LONDON: The Confederation of British Industry is all set to take on the workers as it is going to demand a raise in the retirement age in Britain in order to avert a public sector pensions crisis. The CBI’s director general Sir Digby Jones is expected to tell the Labour Party conference at Brighton that it is unfair for private sector workers and tax-paying pensioners to subsidise civil servants and council staff in retirement.
Sir Digby will ask the government to be firm with the unions and take on public pension reforms as the CBI has found that the liability on account of pensions for public sector workers has more than doubled to 500 billion pounds over a decade. Sir Digby says the public sector retirement age should be raised to 65 while the pension benefit formula should be revamped in order to make it affordable for the employers.

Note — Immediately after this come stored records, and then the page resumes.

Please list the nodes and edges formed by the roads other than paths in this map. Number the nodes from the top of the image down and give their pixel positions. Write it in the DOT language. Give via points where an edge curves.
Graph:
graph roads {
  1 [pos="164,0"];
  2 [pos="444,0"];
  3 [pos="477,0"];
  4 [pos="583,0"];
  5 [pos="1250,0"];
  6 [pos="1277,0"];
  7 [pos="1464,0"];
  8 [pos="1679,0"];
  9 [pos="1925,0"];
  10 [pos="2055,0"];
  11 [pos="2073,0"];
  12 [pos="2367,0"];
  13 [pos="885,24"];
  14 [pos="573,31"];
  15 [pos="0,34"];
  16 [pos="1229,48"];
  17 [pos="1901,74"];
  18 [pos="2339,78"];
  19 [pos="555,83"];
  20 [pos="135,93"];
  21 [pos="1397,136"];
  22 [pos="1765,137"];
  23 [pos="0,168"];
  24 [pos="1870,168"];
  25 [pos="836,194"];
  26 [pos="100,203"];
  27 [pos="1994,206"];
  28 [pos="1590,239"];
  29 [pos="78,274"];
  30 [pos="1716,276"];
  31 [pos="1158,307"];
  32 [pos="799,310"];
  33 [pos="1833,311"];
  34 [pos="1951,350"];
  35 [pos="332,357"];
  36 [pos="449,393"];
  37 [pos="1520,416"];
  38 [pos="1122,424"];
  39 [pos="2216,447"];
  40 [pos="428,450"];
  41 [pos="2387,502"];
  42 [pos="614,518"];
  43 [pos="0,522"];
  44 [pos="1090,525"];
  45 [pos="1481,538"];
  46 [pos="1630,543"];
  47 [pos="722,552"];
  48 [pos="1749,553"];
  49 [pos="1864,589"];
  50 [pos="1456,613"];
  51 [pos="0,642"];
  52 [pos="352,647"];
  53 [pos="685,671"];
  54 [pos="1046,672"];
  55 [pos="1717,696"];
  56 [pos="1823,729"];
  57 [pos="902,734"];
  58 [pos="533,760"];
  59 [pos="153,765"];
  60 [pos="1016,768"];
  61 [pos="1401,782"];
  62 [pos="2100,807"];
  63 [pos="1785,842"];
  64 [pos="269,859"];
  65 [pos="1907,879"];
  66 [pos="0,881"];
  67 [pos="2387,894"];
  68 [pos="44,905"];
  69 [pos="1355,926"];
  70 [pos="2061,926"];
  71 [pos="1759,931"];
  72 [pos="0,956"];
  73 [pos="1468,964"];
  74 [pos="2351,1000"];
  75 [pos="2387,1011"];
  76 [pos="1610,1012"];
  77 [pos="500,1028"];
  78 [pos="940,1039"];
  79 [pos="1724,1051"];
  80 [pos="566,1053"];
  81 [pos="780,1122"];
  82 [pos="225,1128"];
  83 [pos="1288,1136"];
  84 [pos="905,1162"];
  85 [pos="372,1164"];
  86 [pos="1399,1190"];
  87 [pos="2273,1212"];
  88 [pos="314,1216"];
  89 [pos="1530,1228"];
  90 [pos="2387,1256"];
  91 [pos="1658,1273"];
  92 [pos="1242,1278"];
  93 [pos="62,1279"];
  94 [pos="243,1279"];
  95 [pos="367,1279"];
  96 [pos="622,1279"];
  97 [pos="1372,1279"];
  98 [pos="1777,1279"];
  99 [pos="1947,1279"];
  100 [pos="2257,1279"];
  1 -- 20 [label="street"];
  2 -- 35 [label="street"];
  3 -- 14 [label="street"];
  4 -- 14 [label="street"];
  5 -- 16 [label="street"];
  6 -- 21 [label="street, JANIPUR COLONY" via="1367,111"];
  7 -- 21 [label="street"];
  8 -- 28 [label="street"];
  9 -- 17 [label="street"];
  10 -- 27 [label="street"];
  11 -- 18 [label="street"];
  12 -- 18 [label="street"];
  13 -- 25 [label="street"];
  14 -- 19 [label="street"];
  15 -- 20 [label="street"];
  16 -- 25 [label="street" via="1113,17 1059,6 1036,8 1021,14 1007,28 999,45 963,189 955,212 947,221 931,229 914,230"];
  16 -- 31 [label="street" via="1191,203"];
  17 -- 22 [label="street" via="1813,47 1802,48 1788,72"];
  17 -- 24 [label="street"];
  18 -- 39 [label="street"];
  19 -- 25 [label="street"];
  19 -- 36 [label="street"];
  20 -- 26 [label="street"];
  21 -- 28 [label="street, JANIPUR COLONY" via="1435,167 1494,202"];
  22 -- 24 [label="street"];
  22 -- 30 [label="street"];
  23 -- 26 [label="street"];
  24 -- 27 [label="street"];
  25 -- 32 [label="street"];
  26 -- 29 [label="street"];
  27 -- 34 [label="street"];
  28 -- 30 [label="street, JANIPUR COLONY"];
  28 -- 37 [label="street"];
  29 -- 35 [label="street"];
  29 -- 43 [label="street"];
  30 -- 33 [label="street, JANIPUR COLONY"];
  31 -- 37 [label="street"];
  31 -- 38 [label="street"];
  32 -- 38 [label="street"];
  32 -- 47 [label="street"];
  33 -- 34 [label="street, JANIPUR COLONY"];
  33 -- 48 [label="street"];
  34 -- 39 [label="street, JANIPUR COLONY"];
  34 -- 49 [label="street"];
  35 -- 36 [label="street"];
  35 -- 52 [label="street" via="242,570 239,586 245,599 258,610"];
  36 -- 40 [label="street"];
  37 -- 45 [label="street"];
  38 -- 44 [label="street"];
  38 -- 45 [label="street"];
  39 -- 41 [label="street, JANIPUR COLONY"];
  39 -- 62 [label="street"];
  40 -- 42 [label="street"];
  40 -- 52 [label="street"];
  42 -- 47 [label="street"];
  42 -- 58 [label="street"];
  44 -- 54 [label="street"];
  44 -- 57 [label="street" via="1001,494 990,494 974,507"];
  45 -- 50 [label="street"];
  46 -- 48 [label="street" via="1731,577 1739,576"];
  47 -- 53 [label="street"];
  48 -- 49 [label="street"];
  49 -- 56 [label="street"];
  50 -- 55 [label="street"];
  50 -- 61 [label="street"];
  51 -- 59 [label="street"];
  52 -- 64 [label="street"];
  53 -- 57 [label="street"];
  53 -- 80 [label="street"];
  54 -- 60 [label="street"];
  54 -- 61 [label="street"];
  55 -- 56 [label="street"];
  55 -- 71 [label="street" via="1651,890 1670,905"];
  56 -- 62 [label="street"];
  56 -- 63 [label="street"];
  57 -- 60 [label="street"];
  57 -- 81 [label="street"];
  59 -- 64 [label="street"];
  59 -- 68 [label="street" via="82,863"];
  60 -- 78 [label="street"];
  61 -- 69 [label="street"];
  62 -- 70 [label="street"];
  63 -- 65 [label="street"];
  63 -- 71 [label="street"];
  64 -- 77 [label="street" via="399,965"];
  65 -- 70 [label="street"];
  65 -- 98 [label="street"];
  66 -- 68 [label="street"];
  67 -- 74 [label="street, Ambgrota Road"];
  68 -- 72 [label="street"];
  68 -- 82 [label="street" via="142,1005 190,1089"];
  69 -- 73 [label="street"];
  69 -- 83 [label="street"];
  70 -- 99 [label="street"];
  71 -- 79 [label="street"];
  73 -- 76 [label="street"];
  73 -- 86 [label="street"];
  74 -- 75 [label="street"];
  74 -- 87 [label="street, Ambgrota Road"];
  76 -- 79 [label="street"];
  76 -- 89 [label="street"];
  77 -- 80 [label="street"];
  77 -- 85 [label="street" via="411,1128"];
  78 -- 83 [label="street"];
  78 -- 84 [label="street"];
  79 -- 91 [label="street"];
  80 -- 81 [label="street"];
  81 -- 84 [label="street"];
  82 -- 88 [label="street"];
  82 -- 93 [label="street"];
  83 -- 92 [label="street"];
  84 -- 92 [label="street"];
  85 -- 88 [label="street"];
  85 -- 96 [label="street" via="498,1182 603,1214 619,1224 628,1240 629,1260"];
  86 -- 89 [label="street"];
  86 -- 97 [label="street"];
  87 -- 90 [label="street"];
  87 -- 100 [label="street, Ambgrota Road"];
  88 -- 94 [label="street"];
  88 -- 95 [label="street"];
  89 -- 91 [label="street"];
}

The Institute of Directors (IoD) too has sought a raise in the pension age. The IoD, in a report, said it should be raised to 70.
Meanwhile, the labour unions are mulling direct action. Unison, the most-represented public sector union has threatened that strikes are “on the cards”. Unison’s general secretary Dave Prentis will tell his 2 million constituents that they are facing huge cuts in their pension rights under plans put forward by the government. He will also argue that such moves will mean increasing costs for the NHS as 75 per cent of paramedics are forced to retire before the age of 60 due to ill health.
In a related development, members of the Pension Action Group will protest when chancellor of the exchequer Gordon Brown addresses the conference. They wish to highlight that fact that they lost most or all of their pensions when their company schemes failed and the government did not intervene.